BuddyGlass_v0.3_Xortron7MethedUpSwitchedUp is an 8 billion parameter language model developed by darkc0de, built upon the Llama-3.1-8B architecture. This model was created using the Model Stock merge method, combining several specialized Llama-3.1-8B variants to synthesize their distinct characteristics.
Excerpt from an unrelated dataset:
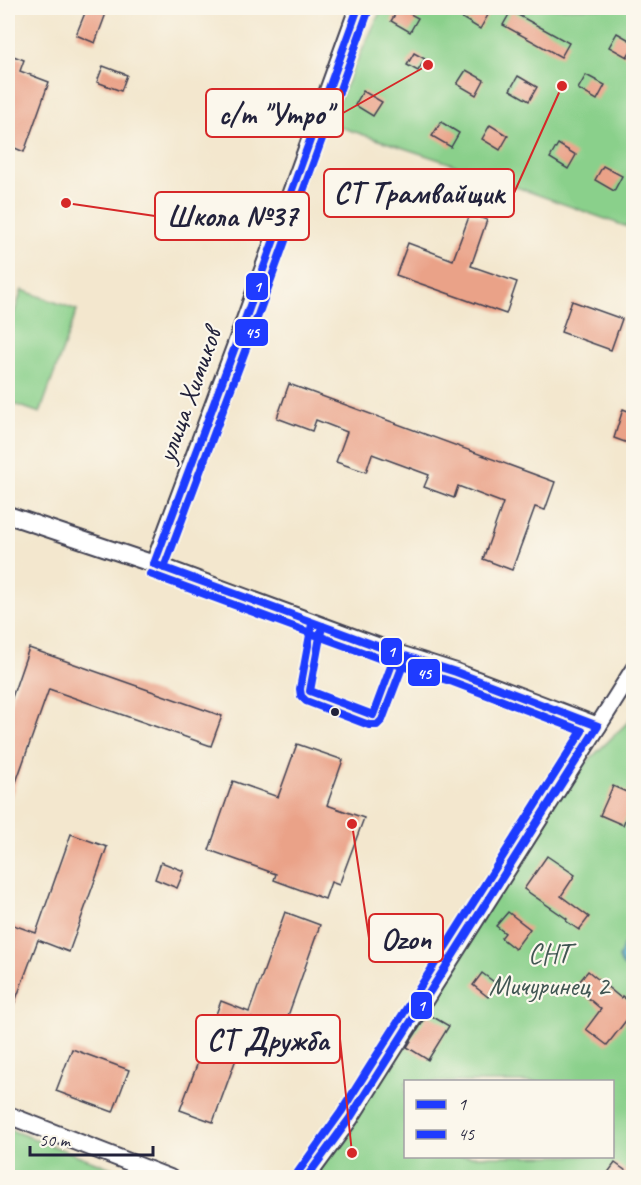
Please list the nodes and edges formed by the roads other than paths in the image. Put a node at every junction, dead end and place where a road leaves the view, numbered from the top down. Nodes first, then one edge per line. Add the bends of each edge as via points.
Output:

The base model for this merge was Orenguteng/Llama-3.1-8B-Lexi-Uncensored-V2, integrating contributions from models like bunnycore/HyperLlama-3.1-8B, mlabonne/NeuralDaredevil-8B-abliterated, mlabonne/Hermes-3-Llama-3.1-8B-lorablated, and a previous iteration, darkc0de/BuddyGlass_v0.2_Xortron7MethedUpSwitchedUp.

Key Capabilities

  • Merged Intelligence: Combines the strengths of multiple Llama-3.1-8B based models, including uncensored and instruction-tuned variants.
  • Model Stock Method: Utilizes an advanced merging technique to integrate diverse model characteristics effectively.
  • Versatile Foundation: Built on a robust 8B parameter base, suitable for a range of general-purpose language tasks.

Good for

  • Developers seeking an 8B model with a unique blend of characteristics from several specialized Llama-3.1-8B merges.
  • Experimentation with models created via advanced merging techniques like Model Stock.
  • Applications that can benefit from a model with a diverse training background, potentially offering broader utility than a single base model.